The Ocean Observatories Initiative: Data Acquisition Functions and Its Built-In Automated Python Modules

Michael J Smith1, Michael Vardaro1, Michael F Crowley2, Scott M Glenn3, Oscar Schofield1, Leila Belabbassi4, Lori M Garzio1, Friedrich Knuth4, Jonathan P Fram5 and John Kerfoot6, (1)Rutgers University, Department of Marine and Coastal Sciences, New Brunswick, NJ, United States, (2)Rutgers University, New Brunswick, NJ, United States, (3)Rutgers University New Brunswick, New Brunswick, NJ, United States, (4)Rutgers Unversity, Department of Marine and Coastal Sciences, New Brunswick, NJ, United States, (5)Oregon State University, College of Earth, Ocean, and Atmospheric Sciences, Corvallis, OR, United States, (6)Rutgers University, Marine and Coastal Sciences, New Brunswick, NJ, United States
Abstract:
The Ocean Observatories Initiative (OOI), funded by the National Science Foundation, provides users with access to long-term datasets from a variety of oceanographic sensors.

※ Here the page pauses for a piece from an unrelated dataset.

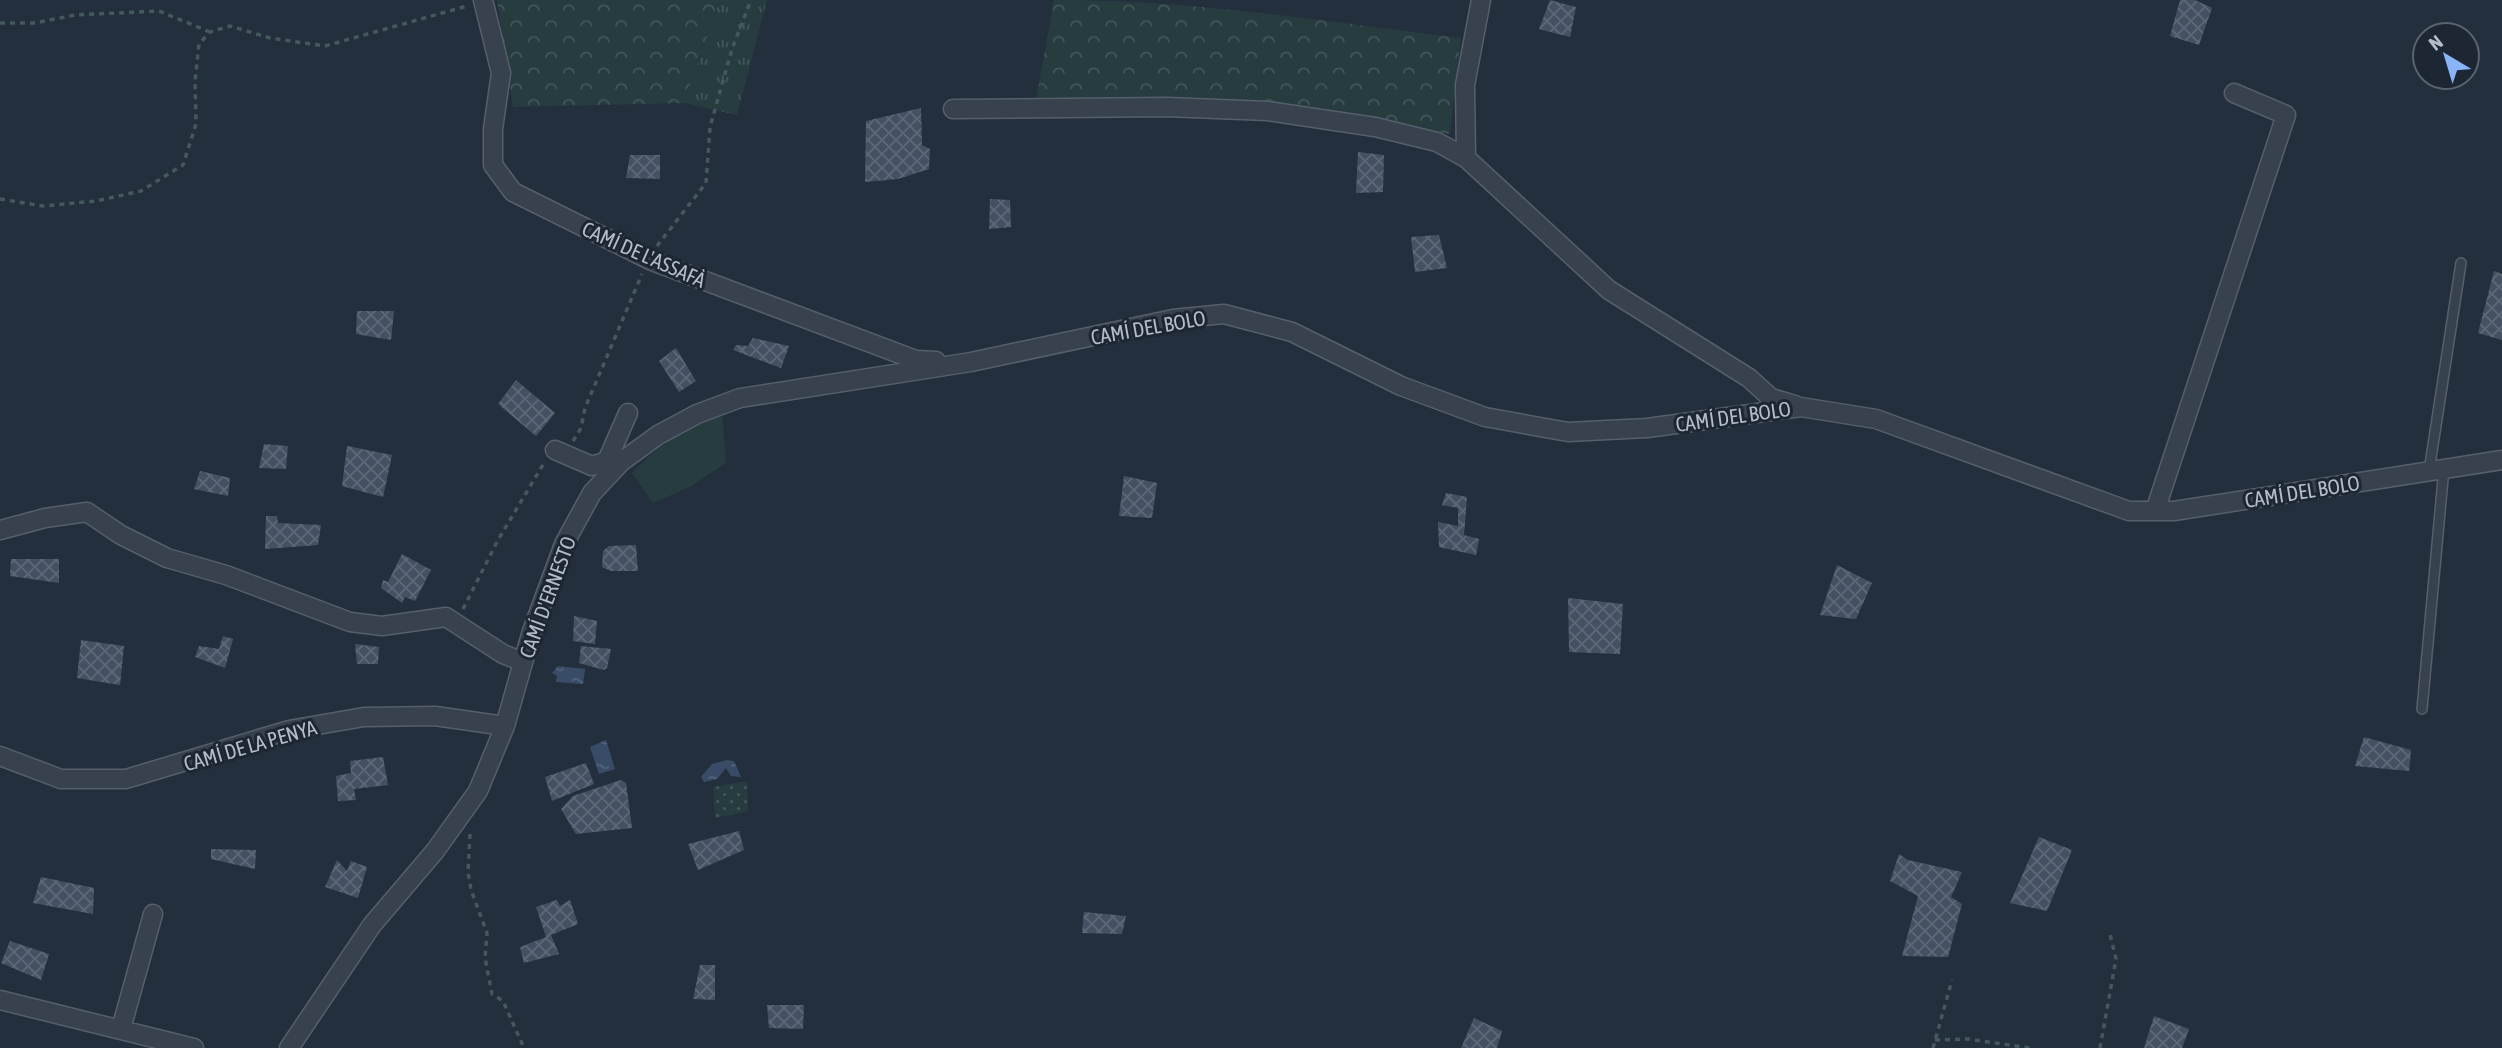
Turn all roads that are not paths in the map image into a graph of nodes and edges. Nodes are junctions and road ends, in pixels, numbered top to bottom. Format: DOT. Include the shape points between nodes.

The Endurance Array in the Pacific Ocean consists of two separate lines off the coasts of Oregon and Washington. The Oregon line consists of 7 moorings, two cabled benthic experiment packages and 6 underwater gliders. The Washington line comprises 6 moorings and 6 gliders. Each mooring is outfitted with a variety of instrument packages. The raw data from these instruments are sent to shore via satellite communication and in some cases, via fiber optic cable. Raw data is then sent to the cyberinfrastructure (CI) group at Rutgers where it is aggregated, parsed into thousands of different data streams, and integrated into a software package called uFrame. The OOI CI delivers the data to the general public via a web interface that outputs data into commonly used scientific data file formats such as JSON, netCDF, and CSV. The Rutgers data management team has developed a series of command-line Python tools that streamline data acquisition in order to facilitate the QA/QC review process. The first step in the process is querying the uFrame database for a list of all available platforms. From this list, a user can choose a specific platform and automatically download all available datasets from the specified platform. The downloaded dataset is plotted using a generalized Python netcdf plotting routine that utilizes a data visualization toolbox called matplotlib. This routine loads each netCDF file separately and outputs plots by each available parameter. These Python tools have been uploaded to a Github repository that is openly available to help facilitate OOI data access and visualization.